Work to be completed »
Look for the word "street". Copy every line of the listing where it occurs.

Source material »
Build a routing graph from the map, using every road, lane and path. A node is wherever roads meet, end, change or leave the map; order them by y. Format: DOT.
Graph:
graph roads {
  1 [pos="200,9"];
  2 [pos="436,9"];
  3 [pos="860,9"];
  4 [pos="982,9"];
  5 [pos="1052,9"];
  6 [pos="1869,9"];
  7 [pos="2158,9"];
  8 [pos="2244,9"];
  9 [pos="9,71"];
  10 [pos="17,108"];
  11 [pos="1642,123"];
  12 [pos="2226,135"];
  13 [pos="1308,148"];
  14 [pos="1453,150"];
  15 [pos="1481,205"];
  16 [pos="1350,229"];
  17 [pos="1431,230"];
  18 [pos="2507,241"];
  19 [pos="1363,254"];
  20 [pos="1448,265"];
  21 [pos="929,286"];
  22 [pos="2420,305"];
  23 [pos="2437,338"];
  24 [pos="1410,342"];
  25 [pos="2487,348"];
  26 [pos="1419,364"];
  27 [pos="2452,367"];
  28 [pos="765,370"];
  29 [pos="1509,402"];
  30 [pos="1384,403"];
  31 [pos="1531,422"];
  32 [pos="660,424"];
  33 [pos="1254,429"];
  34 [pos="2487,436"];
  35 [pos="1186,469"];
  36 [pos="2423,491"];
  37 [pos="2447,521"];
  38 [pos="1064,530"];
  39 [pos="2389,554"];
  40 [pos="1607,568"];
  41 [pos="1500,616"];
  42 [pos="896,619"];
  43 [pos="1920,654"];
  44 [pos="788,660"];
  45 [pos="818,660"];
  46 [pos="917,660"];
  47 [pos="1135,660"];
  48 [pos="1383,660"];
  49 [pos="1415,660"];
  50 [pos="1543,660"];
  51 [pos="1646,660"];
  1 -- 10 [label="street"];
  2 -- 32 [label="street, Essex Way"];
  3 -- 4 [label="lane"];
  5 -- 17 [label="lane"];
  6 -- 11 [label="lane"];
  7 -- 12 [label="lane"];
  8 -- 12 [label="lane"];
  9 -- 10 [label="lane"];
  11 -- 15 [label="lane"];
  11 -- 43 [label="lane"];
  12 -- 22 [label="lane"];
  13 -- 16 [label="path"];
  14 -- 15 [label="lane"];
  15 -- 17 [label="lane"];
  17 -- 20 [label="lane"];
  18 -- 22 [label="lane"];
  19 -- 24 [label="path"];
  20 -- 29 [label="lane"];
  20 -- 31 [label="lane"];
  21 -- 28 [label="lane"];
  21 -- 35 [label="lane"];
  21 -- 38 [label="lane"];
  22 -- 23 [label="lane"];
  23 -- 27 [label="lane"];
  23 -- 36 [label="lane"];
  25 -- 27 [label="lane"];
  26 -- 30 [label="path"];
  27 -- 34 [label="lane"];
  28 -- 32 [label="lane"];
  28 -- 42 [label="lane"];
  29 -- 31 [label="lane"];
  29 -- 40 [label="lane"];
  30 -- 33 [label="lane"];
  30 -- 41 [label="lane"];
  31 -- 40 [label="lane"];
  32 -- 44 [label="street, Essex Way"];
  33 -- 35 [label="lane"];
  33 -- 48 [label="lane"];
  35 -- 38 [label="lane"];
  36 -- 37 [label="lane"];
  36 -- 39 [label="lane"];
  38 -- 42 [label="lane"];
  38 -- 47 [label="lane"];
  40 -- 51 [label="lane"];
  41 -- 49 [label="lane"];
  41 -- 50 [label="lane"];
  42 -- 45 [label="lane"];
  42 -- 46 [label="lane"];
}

Response to this exercise »
  1 -- 10 [label="street"];
  2 -- 32 [label="street, Essex Way"];
  32 -- 44 [label="street, Essex Way"];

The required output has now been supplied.